The annual Jeff's Jam music festival has grown from a concert in a small bar to performances on a 30-foot stage on Sandusky Street.

The annual Jeff's Jam music festival has grown from a concert in a small bar to performances on a 30-foot stage on Sandusky Street.

This year, it will continue to expand as it hosts its first national act.

The fundraising event that runs from 4 p.m. to midnight, Saturday, Aug. 10, will feature two local bands and headliner Delbert McClinton, a bluesman who will perform with his son, Clay.

"There has been a lot of buzz about this ever since we announced that Delbert was coming, because he has a large underground Delaware following and anybody who lives within driving distance is going to be traveling to see him play," said committee member Adam Vaughn.

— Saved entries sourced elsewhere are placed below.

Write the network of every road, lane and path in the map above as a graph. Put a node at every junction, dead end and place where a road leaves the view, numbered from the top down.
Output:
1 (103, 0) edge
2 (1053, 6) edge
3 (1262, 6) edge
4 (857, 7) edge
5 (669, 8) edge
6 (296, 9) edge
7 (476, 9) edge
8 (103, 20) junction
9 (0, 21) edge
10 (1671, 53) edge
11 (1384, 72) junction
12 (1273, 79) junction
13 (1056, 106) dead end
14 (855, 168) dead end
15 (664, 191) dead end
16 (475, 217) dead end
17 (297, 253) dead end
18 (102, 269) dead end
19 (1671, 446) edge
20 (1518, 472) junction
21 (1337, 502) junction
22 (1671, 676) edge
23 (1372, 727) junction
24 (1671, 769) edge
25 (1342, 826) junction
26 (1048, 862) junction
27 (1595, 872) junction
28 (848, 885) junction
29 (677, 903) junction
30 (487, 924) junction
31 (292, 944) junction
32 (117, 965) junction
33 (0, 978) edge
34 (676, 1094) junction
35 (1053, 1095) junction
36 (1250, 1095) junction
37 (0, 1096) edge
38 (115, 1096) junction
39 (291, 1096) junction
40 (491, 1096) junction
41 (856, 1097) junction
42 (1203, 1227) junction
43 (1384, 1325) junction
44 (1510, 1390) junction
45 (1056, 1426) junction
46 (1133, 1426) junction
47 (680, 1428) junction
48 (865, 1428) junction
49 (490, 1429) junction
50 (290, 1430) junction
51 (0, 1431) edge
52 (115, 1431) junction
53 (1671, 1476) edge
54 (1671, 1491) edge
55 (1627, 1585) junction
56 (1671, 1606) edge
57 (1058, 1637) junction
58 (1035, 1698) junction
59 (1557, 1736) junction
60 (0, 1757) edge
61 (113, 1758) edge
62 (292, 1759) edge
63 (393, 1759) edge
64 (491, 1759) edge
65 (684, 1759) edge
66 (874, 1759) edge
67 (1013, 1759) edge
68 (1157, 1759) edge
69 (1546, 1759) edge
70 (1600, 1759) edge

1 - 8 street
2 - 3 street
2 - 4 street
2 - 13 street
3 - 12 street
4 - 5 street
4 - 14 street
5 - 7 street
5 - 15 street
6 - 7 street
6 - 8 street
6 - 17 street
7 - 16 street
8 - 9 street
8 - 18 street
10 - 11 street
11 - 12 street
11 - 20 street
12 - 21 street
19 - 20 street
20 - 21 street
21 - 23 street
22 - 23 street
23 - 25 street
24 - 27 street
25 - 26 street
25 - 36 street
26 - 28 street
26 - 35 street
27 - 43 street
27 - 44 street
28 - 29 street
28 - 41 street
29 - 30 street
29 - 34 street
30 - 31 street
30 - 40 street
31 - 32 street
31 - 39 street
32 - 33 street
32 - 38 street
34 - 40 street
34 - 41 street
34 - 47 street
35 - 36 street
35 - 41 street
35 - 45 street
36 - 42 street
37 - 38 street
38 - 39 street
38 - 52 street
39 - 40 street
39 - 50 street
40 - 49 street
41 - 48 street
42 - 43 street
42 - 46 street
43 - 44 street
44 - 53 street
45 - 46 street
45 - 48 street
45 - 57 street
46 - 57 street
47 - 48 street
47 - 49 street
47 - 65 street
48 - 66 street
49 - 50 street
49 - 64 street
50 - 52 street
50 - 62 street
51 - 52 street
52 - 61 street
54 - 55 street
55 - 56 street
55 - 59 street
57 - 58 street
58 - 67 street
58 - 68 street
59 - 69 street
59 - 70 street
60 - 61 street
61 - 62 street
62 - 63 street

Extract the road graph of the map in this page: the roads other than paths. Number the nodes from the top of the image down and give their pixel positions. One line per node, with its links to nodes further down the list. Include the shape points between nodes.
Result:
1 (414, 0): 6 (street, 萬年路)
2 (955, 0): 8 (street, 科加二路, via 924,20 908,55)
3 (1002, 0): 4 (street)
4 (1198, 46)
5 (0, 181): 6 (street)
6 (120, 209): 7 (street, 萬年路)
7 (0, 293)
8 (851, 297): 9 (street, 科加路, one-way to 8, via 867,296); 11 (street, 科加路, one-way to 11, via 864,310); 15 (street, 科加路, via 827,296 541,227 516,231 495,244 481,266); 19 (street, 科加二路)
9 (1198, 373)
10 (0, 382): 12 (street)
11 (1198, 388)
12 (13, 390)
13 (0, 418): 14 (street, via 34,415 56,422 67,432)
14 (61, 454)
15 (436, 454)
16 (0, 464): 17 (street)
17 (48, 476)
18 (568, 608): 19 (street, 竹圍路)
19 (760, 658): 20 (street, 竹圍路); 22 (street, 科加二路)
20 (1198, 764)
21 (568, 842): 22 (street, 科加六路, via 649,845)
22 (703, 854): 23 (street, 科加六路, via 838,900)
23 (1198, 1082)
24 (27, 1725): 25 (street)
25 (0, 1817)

The Grammy-winning musician has released nearly 30 albums since arriving on the music scene in 1972. He gained mainstream popularity in 1992 when the single Tell Me About It, a duet with Tanya Tucker, reached No. 4 on the Billboard Hot 100 Country chart. He also had four blues albums reach No. 1 on the U.S. Blues chart.

"This could honestly be the year that we see a couple thousand extra people at the jam," Vaughn said.

About 5,000 people typically attend the musical event, created in 2000 by Joann Meyer, owner of the Backstretch Bar. Her husband, Jeff, had often played in bands and supported them through the bar, so when he died, she decided to begin raising money in his memory by spotlighting local musicians.

The jam has raised more than $110,000 in scholarships for young musicians and the Delaware Music Boosters. The fund also supports local musicians who have fallen on hard times because of poor health.

"I have some very good companies and friends who have supported us throughout the years, and this year we've got enough sponsorship to pay for everything, so any money raised the day of the event goes straight into the fund," Meyer said.

This year's event is especially close to Meyer's heart, because Jeff was a blues buff who considered McClinton among his favorite musicians.

"There is definitely a sentimental factor there, but I'm also really excited," she said.

Other acts that will take the stage include Hootie McBoob and the Inflatable Dates, a four-man band that's been mixing blues and roots music since 1998; and Pett Crow, a blues group made up of three brothers who attend Olentangy High School. Hootie McBoob is scheduled to perform from 5:45 to 7 p.m. and Pett Crow will fill the 7:15 to 8:30 p.m. slot.

Kicking off the music festival at 4 p.m. will be the annual Hall of Fame jam session. As part of the event, Meyer created a Hall of Fame to recognize local musicians. On Aug. 10, three new members will be inducted and join the 25 others who have been recognized over the years. The new inductees then will take the stage to perform together.

"Sometimes we have two or three musicians up on stage during the Hall of Fame jam and sometimes we have 15 up there at once, so it's really amazing," Meyer said. "Central Ohio has a huge, strong music community and it's amazing to be able to take just one day to celebrate that. That's what this is all about."

During the performances, jam visitors can browse more than 100 silent-auction items, ranging from a mountain bike to gift packages from local businesses. For the first time this year, the music will be briefly interrupted at 8:30 p.m. for a live auction. Meyer said a hot item up for bid during the inaugural auction is an opportunity to get a picture with McClinton by purchasing a signed harmonica or cowbell.

Proceeds from the beer garden that serves the event also benefit the cause. There will be food trucks on hand, but Meyer said it was important to her six-person event committee that the dining options be limited to local establishments.

"The whole purpose of the day is about the music, the kids and raising money for them, but it's also about being downtown and getting people to explore it," Meyer said. "I've been getting emails from people traveling to see Delbert, so there will be a lot of people who haven't ever been to town, and I want to showcase our community."